The Allstate Corporation released its financial results for the third quarter of 2024, showing a revenue increase of 14.7% to $16.6 billion compared to $14.5 billion in the same quarter last year.
Year-to-date consolidated revenue reached $47.6 billion, up 12.6% from $42.3 billion in the prior year. Net income for common shareholders was reported at $1.2 billion for the quarter, rebounding from a loss of $41 million in Q3 2023, while adjusted net income reached $1 billion compared to $214 million in the prior-year period.
Chair, CEO, and president Tom Wilson (pictured above) attributed the quarterly performance to Allstate's focus on both short-term financial performance and a long-term growth strategy.
“Revenues increased by almost 15% from the prior year, net income was $1.2 billion for the quarter and adjusted net income return on equity* was 26.1% for the prior twelve months," Wilson said in the company’s news release.
The company’s auto insurance profit improvement plan contributed $486 million in underwriting income, while its homeowners insurance line achieved an underwriting profit despite $1.2 billion in catastrophe losses—an increase of 40% over the prior-year quarter.

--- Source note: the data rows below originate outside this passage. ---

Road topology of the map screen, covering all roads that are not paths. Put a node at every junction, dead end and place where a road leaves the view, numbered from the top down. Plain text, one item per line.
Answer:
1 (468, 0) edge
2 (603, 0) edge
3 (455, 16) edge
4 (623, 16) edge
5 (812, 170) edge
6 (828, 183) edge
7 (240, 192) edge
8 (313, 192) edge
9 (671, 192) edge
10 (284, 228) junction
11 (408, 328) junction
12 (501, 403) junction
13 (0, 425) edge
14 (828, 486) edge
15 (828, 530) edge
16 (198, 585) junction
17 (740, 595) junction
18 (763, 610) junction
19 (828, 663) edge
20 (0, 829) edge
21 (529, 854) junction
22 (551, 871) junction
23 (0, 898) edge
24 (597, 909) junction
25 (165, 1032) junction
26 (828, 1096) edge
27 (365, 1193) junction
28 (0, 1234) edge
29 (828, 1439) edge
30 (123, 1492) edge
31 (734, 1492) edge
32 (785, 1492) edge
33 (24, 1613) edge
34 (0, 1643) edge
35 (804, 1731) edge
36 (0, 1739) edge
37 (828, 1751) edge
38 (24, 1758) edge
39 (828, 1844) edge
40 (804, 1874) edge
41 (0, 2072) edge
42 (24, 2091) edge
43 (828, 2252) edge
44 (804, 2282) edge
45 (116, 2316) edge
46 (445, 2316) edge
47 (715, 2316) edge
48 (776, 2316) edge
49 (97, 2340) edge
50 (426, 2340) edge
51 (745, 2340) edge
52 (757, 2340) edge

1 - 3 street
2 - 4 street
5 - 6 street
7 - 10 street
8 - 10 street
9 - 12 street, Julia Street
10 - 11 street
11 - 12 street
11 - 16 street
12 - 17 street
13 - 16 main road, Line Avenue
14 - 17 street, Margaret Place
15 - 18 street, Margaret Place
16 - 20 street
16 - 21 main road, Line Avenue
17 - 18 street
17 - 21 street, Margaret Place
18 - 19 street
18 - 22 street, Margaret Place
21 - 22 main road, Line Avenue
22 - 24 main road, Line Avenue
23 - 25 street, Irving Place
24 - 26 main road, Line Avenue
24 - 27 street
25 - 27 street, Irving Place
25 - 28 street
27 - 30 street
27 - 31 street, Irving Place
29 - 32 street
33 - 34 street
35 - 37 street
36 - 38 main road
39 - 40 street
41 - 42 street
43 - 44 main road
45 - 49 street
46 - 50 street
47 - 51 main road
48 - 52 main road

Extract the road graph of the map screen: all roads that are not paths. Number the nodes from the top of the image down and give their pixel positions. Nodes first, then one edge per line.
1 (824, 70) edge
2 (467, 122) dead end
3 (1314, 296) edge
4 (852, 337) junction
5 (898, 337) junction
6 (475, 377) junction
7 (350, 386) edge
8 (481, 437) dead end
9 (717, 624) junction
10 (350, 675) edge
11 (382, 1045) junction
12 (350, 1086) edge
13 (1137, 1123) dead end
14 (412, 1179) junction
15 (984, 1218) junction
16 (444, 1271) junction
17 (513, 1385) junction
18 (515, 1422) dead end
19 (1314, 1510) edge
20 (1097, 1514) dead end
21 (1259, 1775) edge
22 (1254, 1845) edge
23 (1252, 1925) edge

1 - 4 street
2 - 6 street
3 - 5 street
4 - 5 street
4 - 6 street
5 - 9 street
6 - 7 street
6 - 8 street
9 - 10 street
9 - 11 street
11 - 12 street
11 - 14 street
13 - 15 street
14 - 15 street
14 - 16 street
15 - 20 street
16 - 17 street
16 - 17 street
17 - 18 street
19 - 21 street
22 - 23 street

Third-quarter results accounted for Hurricanes Beryl, Debby, Francine, and Helene, with over 5,000 personnel handling more than 100,000 claims. Hurricane Milton, which struck shortly after the quarter ended, incurred estimated losses of about $100 million.
Allstate’s combined ratio for property-liability insurance improved to 96.4%, down from 103.4% in Q3 2023, while the underlying combined ratio decreased to 83.2% from 91.9%.
Catastrophe losses totaled $1.7 billion for the quarter, up 44.2% from $1.2 billion in the prior-year quarter. The company reported an 8.1% increase in total policies in force, reaching 205,483,000 by the end of September.
Wilson noted strong contributions from Allstate’s Protection Services, Health and Benefits, and Investments divisions, with adjusted net income reaching $3.91 per share.
“Progress was also made on implementing the strategy to increase market share in personal Property-Liability and expand protection solutions,” he said. New auto insurance business sales under Allstate Protection grew 26%, driven by expanded advertising and distribution, although retention losses related to recent price increases resulted in a decline in overall auto policies in force.
Homeowners insurance margins showed improvement, with policies in force up by 2.5% from the previous year.
Wilson highlighted growth initiatives in the Protection Plans segment, including an international expansion and the acquisition of Kingfisher to enhance mobile device protection services.
“Operational excellence and implementation of the growth strategy will continue to create shareholder value,” Wilson said.